DIRECTIONS =>
Working from the records below, repeat exactly the lines starting at the line that contains "M17 1211 13 1220 0 1224V1216Z" and ending at the line that contains "M742 332V336L769 338", inclusive.

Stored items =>
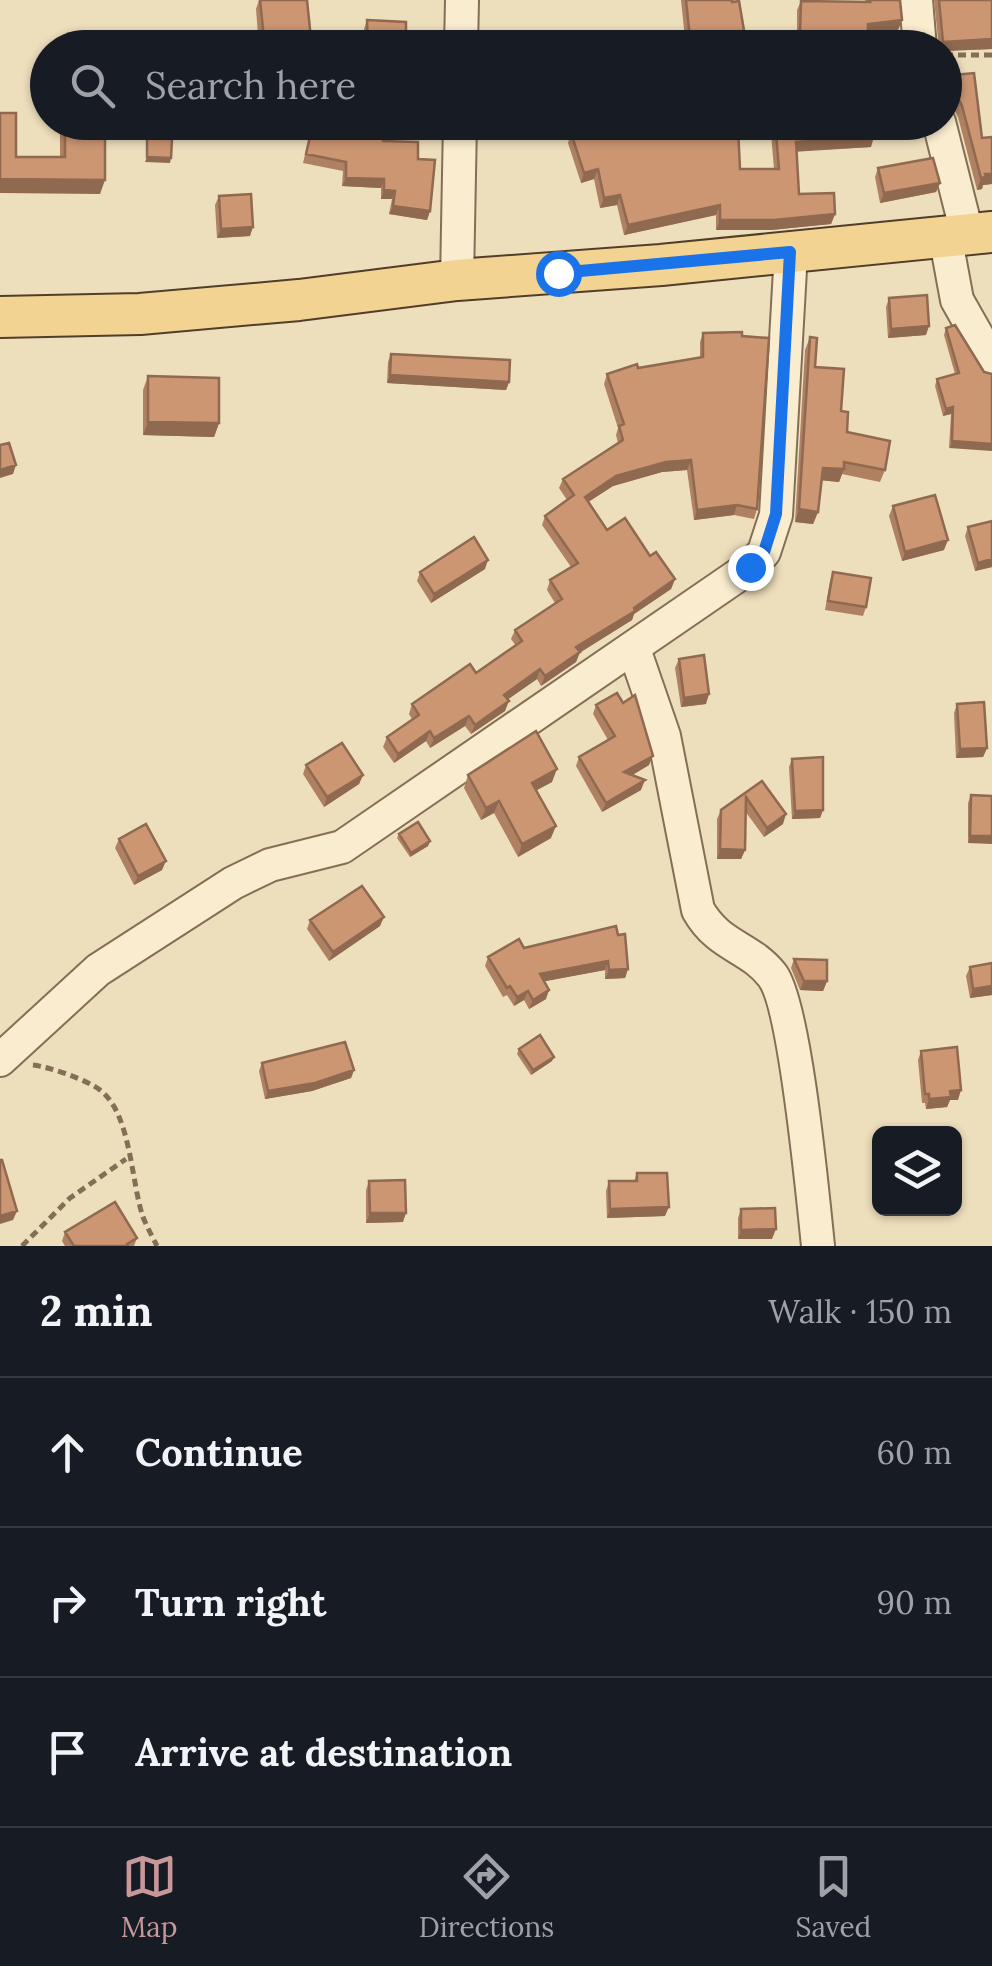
<!DOCTYPE html>
<html lang="en">
<head>
<meta charset="utf-8">
<style>
  :root { --surface:#171b24; --page:#242831; --text:#f1f3f6; --muted:#9ea1a6; --line:#363941; --accent:#c79799 }
  body { margin:0; font-family:Lora,serif; background:var(--page); color:var(--text) }
  .controls { position:absolute; right:30px; bottom:30px; display:grid; overflow:hidden; border-radius:15px; box-shadow:0 2px 8px #0004 }
  .controls button { width:90px; height:90px; display:grid; place-items:center; padding:0; border:0; border-bottom:2px solid var(--line); background:var(--surface); color:var(--text); font:50px sans-serif }
  .stop { position:absolute; width:30px; height:30px; margin:-22px; border:8px solid #1a73e8; border-radius:50%; background:#fff }
  .stop.end { background:#1a73e8; border-color:#fff; box-shadow:0 2px 10px #0008 }
  .list { margin:0; padding:0; list-style:none }
  h2 { display:flex; justify-content:space-between; align-items:center; height:130px; margin:0; padding:0 40px; font-size:42px }
  h2 small { font-size:32px; font-weight:400; color:var(--muted) }
  .list li { display:grid; grid-template-columns:65px 1fr auto; gap:30px; align-items:center; box-sizing:border-box; height:150px; padding:0 40px; border-top:2px solid var(--line) }
  .list b { display:block; font-size:38px; white-space:nowrap }
  .list em { font-size:32px; font-style:normal; color:var(--muted) }
  .icon { flex:none; width:55px; height:55px; fill:none; stroke:currentColor; stroke-width:2; stroke-linecap:round; stroke-linejoin:round }
  .map { position:relative; flex:none; width:992px; height:1246px; overflow:hidden }
  .search { position:absolute; background:var(--surface); box-shadow:0 2px 8px #0004; left:30px; right:30px; top:30px; height:110px; display:flex; align-items:center; gap:25px; box-sizing:border-box; padding:0 35px; border-radius:55px; color:var(--muted); font-size:38px }
  .sheet { height:580px; background:var(--surface) }
  nav { display:flex; justify-content:space-around; align-items:center; box-sizing:border-box; height:140px; border-top:2px solid var(--line); background:var(--surface); font-size:28px; color:var(--muted) }
  nav a { display:grid; justify-items:center; gap:5px }
  nav .on { color:var(--accent) }
  .map>svg:first-child { display:block }
  .lines { fill:none; stroke-linecap:round; stroke-linejoin:round }
  .minor-casing { stroke:#856e56; stroke-width:36 }
  .major-casing { stroke:#523d2b; stroke-width:44 }
  .path { stroke:#856e56; stroke-width:5; stroke-dasharray:8 5; stroke-linecap:butt }
  .minor { stroke:#f9eccf; stroke-width:32 }
  .major { stroke:#f2d392; stroke-width:40 }
  .wall { fill:#af8162 }
  .shaded-wall { fill:#8f6950 }
  .building { fill:#cc9672; stroke:#8f6950; stroke-width:2.5 }
  .route { stroke:#1a73e8; stroke-width:12 }
</style>
</head>
<body>
<div class="map">
<svg width="992" height="1246" viewBox="0 0 992 1246">
  <rect width="100%" height="100%" fill="#eddebc"/>
  <g class="lines">
    <defs>
      <path id="minor" d="M916 0 920 48
        M461 48 462 0
        M939 122 967 233
        M945 235 957 300 992 362
        M457 280 460 122
        M634 649 664 736 698 910C719 947 749 946 772 975 795 1004 813 1198 818 1246
        M0 1060 98 970 233 883 270 865 342 847 750 567 764 552 776 515 791 252"/>
      <path id="major" d="M0 317 140 314 299 300 457 280 661 265 992 232"/>
    </defs>
    <!-- minor casing -->
    <use href="#minor" class="minor-casing"/>
    <!-- major casing -->
    <use href="#major" class="major-casing"/>
    <!-- path -->
    <path class="path" d="M945 55H992
      M33 1065C50 1067 87 1080 100 1090 131 1113 131 1182 143 1217 147 1227 152 1236 157 1246
      M22 1246 70 1198 126 1159"/>
    <!-- minor -->
    <use href="#minor" class="minor"/>
    <!-- major -->
    <use href="#major" class="major"/>
  </g>
  <!-- wall -->
  <path class="wall" d="M259 0H307L311 39 320 48H259L256 9Z
    M681 0H732L747 48H686Z
    M865 0H900L902 20 898 30 786 43 789 34 797 35V10L801 1 865 2Z
    M934 0H992V49L944 51V48H939Z
    M367 20 406 48H364V29Z
    M944 76 982 138 992 137V184L983 185 982 189 977 190 958 117 953 107 944 104Z
    M60 122H105L100 194 16 157H60Z
    M281 122H326L323 133 383 141 418 159 430 211 427 220 389 214 392 199H381V188L342 186 343 171 303 163 309 138 288 140 287 124H281Z
    M571 122 720 129 740 169H774L770 122H872L871 147 796 151 799 194 835 214 831 224 771 230H716V215L624 235 617 205 600 208 594 179 581 183 568 143 570 136 568 130Z
    M878 168 940 183 936 192 880 203 875 177Z
    M219 196 250 236 217 238 215 205Z
    M889 298 926 335 888 338 886 307Z
    M946 328 984 372 949 448 951 414 943 416 935 386 937 379 955 374 944 335Z
    M703 333 757 509 754 519 734 515 694 520 687 470 662 472 613 486 588 502 607 530 650 556 675 579 671 589 634 614 632 620 580 652 576 662 541 686 537 679 507 700 505 711 471 734 465 726 430 748 426 741 394 763 383 747 387 737 412 719 409 714 412 704 476 673 516 646 511 639 515 630 555 603 547 590 550 580 571 567 542 525 545 516 567 500 559 488 563 479 618 443 616 435 618 428 604 384 607 374 700 357V342Z
    M810 337 815 367 841 411 847 432 885 470 880 482 842 474 839 482 821 480 818 512 813 524 795 522 805 350Z
    M391 354 509 382 506 390 387 383 388 362Z
    M148 376 219 423 214 437 143 435V390Z
    M893 506 944 550 902 561 889 516Z
    M992 521V567L975 571 965 536 968 527Z
    M485 569 431 603 417 581 420 572Z
    M833 572 866 607 863 616 825 610 830 581Z
    M679 659 706 704 681 707 675 668Z
    M957 704 987 748 983 757 956 758 954 713Z
    M596 705 649 765 632 775 641 790 602 812 576 766 579 757 608 740 593 714Z
    M792 759 823 810 820 818 792 819 789 767Z
    M306 765 363 775 359 784 324 807 303 774Z
    M468 775 552 782 536 790 551 838 518 857 494 813 481 820 464 788Z
    M762 781 783 824 764 837 745 811V850L741 859H717V819L721 810Z
    M971 795 992 796 968 843V803Z
    M399 834 430 841 428 846 410 857 397 838Z
    M119 839 162 870 134 885 115 848Z
    M310 920 380 926 329 961 307 929Z
    M616 926 628 969 625 978 605 979V970L544 981 546 999 529 1009 524 1000 514 1006 507 995 503 997 485 966 488 957Z
    M794 959 827 981 823 991 800 990 791 968Z
    M992 963V995L970 998 966 976 970 967Z
    M519 1049 552 1061 531 1075 517 1054Z
    M921 1051 958 1100H950L947 1107 926 1109 925 1103H922L918 1060Z
    M262 1063 354 1070 351 1078 312 1091 265 1099 259 1071Z
    M637 1173 665 1216 607 1218 606 1191 609 1181H634Z
    M369 1181 403 1222 366 1223V1190Z
    M741 1209 772 1239H738V1218Z
    M65 1232 137 1238 134 1246H65L62 1241Z"/>
  <!-- shaded-wall -->
  <path class="shaded-wall" d="M902 20 898 30 864 34 868 24Z
    M992 39V49L944 51V48H941L943 42Z
    M185 122H217L215 127 184 126Z
    M326 125 321 137 311 132 309 138 288 140 293 128Z
    M874 137 871 147 792 152 796 142Z
    M147 157 171 158 170 163 145 162Z
    M598 169 594 179 581 183 584 173Z
    M985 174H992V184L983 185 982 189 977 190 981 178Z
    M346 178 384 179 381 188 342 186Z
    M0 179 105 180 100 194 0 193Z
    M940 183 936 192 880 203 884 193Z
    M384 190 395 191 392 199H381Z
    M620 195 617 205 600 208 604 198Z
    M720 205 716 215 624 235 628 225Z
    M393 206 430 211 427 220 389 214Z
    M835 214 831 224 771 230H716L720 220Z
    M253 227 250 236 217 238 221 229Z
    M929 326 926 335 888 338 891 329Z
    M390 375 509 382 506 390 387 383Z
    M953 407 951 414 943 416 946 409Z
    M148 422 219 423 214 437 143 435Z
    M952 441 992 444V451L949 448Z
    M691 460 687 470 662 472 613 486 582 506 585 497 616 476 666 462Z
    M16 465 13 474 0 478V470Z
    M823 468 844 469 839 482 818 480Z
    M737 505 734 515 694 520 697 510Z
    M799 509 818 512 813 524 795 522Z
    M948 540 944 550 902 561 905 552Z
    M992 559V567L975 571 978 563Z
    M488 560 485 569 431 603 434 594Z
    M675 579 671 589 634 614 632 620 573 657 576 647Z
    M580 652 576 662 541 686 545 676Z
    M540 669 537 679 501 704 504 695Z
    M709 694 706 704 681 707 684 698Z
    M509 701 505 711 471 734 475 725Z
    M469 716 465 726 430 748 434 738Z
    M430 731 426 741 394 763 398 754Z
    M987 748 983 757 956 758 960 749Z
    M653 756 649 765 621 782 624 772Z
    M557 769 552 782 528 795 532 783Z
    M363 775 359 784 324 807 327 797Z
    M645 780 641 790 602 812 606 803Z
    M499 801 494 813 481 820 486 808Z
    M823 810 820 818 792 819 795 811Z
    M786 814 783 824 764 837 767 828Z
    M556 826 551 838 518 857 522 844Z
    M970 836H992V844L968 843Z
    M430 841 428 846 410 857 411 853Z
    M720 849 745 850 741 859H717Z
    M166 861 162 870 134 885 138 876Z
    M384 917 380 926 329 961 333 952Z
    M608 961 605 970 536 983 540 974Z
    M628 969 625 978 605 979 609 970Z
    M804 981H827L823 991 800 990Z
    M992 986V995L970 998 973 989Z
    M549 990 546 999 529 1009 533 1000Z
    M528 991 524 1000 514 1006 517 997Z
    M554 1057 552 1061 531 1075 533 1070Z
    M354 1070 351 1078 312 1091 265 1099 268 1091Z
    M961 1090 958 1100H950L947 1107 926 1109 929 1099 950 1091Z
    M669 1207 665 1216 607 1218 610 1209Z
    M17 1211 13 1220 0 1224V1216Z
    M370 1213H406L403 1222 366 1223Z
    M776 1229 772 1239H738L741 1230Z"/>
  <!-- building -->
  <path class="building" d="M260 0H307L311 39 320 40V48H265Z
    M686 0H732V2L739 1 747 48H691Z
    M869 0H900L902 20 868 24 867 48H763L789 43V34L800 35 801 1 870 2Z
    M939 0H992V39L943 42Z
    M367 20 406 22V48H368Z
    M974 73 982 138 992 137V174H985L986 177 981 178 962 106 957 96 944 91V76Z
    M0 113H16V157H65V122H105V180L0 179Z
    M292 122H326V125L293 128Z
    M573 122H719L720 129 738 128 740 169H779L775 122H872L874 137 796 142 799 194 834 193 835 214 774 220H720V205L628 225 620 195 604 198 598 169 584 173 571 133 576 132Z
    M311 132 383 135V141L418 142V159L435 160 430 211 393 206 395 191 384 190V179L346 178V162L306 154Z
    M147 138 172 139 171 158 147 157Z
    M933 158 940 183 884 193 878 168Z
    M251 194 253 227 221 229 219 196Z
    M927 295 929 326 891 329 889 298Z
    M955 325 984 372 992 374V444L952 441 953 407 946 409 937 379 959 373 946 328Z
    M742 332V336L769 338 757 509 737 505 697 510 691 460 666 462 616 476 585 497 607 530 625 518 650 556 656 552 675 579 634 608 635 611 576 647 580 652 545 676 540 669 504 695 509 701 475 725 469 716 434 738 430 731 398 754 387 737 419 715 412 704 470 664 476 673 522 641 515 630 562 599 550 580 578 563 545 516 574 495 563 479 623 440 619 426 624 424 607 374 637 364 638 368 703 357V333Z
    M810 337 817 338 815 367 844 369 841 411 848 412 847 432 890 441 885 470 844 462V469L823 468 818 512 799 509Z
    M391 354 510 360 509 382 390 375Z
    M148 376 219 378V423L148 422Z
    M9 443 16 465 0 470V445Z
    M935 495 948 540 905 552 893 506Z
    M992 521V559L978 563 968 527Z
    M474 537 488 560 434 594 420 572Z
    M833 572 871 578 866 607 828 601Z
    M704 655 709 694 684 698 679 659Z
    M617 693 623 703 635 695 653 756 624 772 645 780 606 803 579 757 615 736 596 705Z
    M984 702 987 748 960 749 957 704Z
    M536 731 557 769 532 783 556 826 522 844 499 801 486 808 468 775Z
    M342 743 363 775 327 797 306 765Z
    M823 757V810L795 811 792 759Z
    M762 781 786 814 767 828 746 797 745 850 720 849 721 810Z
    M971 795 992 796V836H970Z
    M418 822 430 841 411 853 399 834Z
    M146 824 166 861 138 876 119 839Z
    M362 886 384 917 333 952 310 920Z
    M616 926 618 935 625 934 628 969 609 970 608 961 540 974 549 990 533 1000 528 991 517 997 510 986 507 988 488 957 519 939 524 948Z
    M794 959 827 960V981H804Z
    M992 963V986L973 989 970 967Z
    M540 1035 554 1057 533 1070 519 1049Z
    M345 1042 354 1070 315 1083 268 1091 262 1063Z
    M957 1047 961 1090 950 1091 951 1097 929 1099V1094H925L921 1051Z
    M0 1160H2L17 1211 0 1216Z
    M637 1173H667L669 1207 610 1209 609 1181H637Z
    M405 1180 406 1213H370L369 1181Z
    M115 1202 137 1238 127 1244 128 1246H74L65 1232Z
    M775 1208 776 1229 741 1230V1209Z"/>
  <g class="lines">
    <!-- route -->
    <path class="route" d="M558 273 790 252 776 514 764 552 750 567"/>
  </g>
</svg>
<div class="controls">
<button><svg class="icon" aria-label="layers" viewBox="0 0 24 24"><path d="M12 4l9 5-9 5-9-5zM3 14l9 5 9-5"/></svg></button>
</div>
<div class="stop" style="left:558px;top:273px"></div>
<div class="stop end" style="left:750px;top:567px"></div>
<div class="search"><svg class="icon" aria-label="search" viewBox="0 0 24 24"><circle cx="10" cy="10" r="6"/><path d="M15 15l6 6"/></svg>Search here</div>
</div>
<section class="sheet">
<h2>2 min<small>Walk · 150 m</small></h2>
<ul class="list">
<li><svg class="icon" aria-label="ahead" viewBox="0 0 24 24"><path d="M12 20V5M6 11l6-6 6 6"/></svg><div><b>Continue</b></div><em>60 m</em></li>
<li><svg class="icon" aria-label="right" viewBox="0 0 24 24"><path d="M7 20v-9h11M14 6l5 5-5 5"/></svg><div><b>Turn right</b></div><em>90 m</em></li>
<li><svg class="icon" aria-label="arrive" viewBox="0 0 24 24"><path d="M6 21V4h12l-3 4 3 4H6"/></svg><div><b>Arrive at destination</b></div></li>
</ul>
</section>
<nav>
<a class="on"><svg class="icon" aria-label="map" viewBox="0 0 24 24"><path d="M3 6l6-2 6 2 6-2v14l-6 2-6-2-6 2zM9 4v14M15 6v14"/></svg>Map</a>
<a><svg class="icon" aria-label="directions" viewBox="0 0 24 24"><path d="M12 3l9 9-9 9-9-9zM9 14v-3h6M13 9l2 2-2 2"/></svg>Directions</a>
<a><svg class="icon" aria-label="saved" viewBox="0 0 24 24"><path d="M7 4h10v16l-5-4-5 4z"/></svg>Saved</a>
</nav>
</body>
</html>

ANSWER TO THIS TASK =>
    M17 1211 13 1220 0 1224V1216Z
    M370 1213H406L403 1222 366 1223Z
    M776 1229 772 1239H738L741 1230Z"/>
  <!-- building -->
  <path class="building" d="M260 0H307L311 39 320 40V48H265Z
    M686 0H732V2L739 1 747 48H691Z
    M869 0H900L902 20 868 24 867 48H763L789 43V34L800 35 801 1 870 2Z
    M939 0H992V39L943 42Z
    M367 20 406 22V48H368Z
    M974 73 982 138 992 137V174H985L986 177 981 178 962 106 957 96 944 91V76Z
    M0 113H16V157H65V122H105V180L0 179Z
    M292 122H326V125L293 128Z
    M573 122H719L720 129 738 128 740 169H779L775 122H872L874 137 796 142 799 194 834 193 835 214 774 220H720V205L628 225 620 195 604 198 598 169 584 173 571 133 576 132Z
    M311 132 383 135V141L418 142V159L435 160 430 211 393 206 395 191 384 190V179L346 178V162L306 154Z
    M147 138 172 139 171 158 147 157Z
    M933 158 940 183 884 193 878 168Z
    M251 194 253 227 221 229 219 196Z
    M927 295 929 326 891 329 889 298Z
    M955 325 984 372 992 374V444L952 441 953 407 946 409 937 379 959 373 946 328Z
    M742 332V336L769 338 757 509 737 505 697 510 691 460 666 462 616 476 585 497 607 530 625 518 650 556 656 552 675 579 634 608 635 611 576 647 580 652 545 676 540 669 504 695 509 701 475 725 469 716 434 738 430 731 398 754 387 737 419 715 412 704 470 664 476 673 522 641 515 630 562 599 550 580 578 563 545 516 574 495 563 479 623 440 619 426 624 424 607 374 637 364 638 368 703 357V333Z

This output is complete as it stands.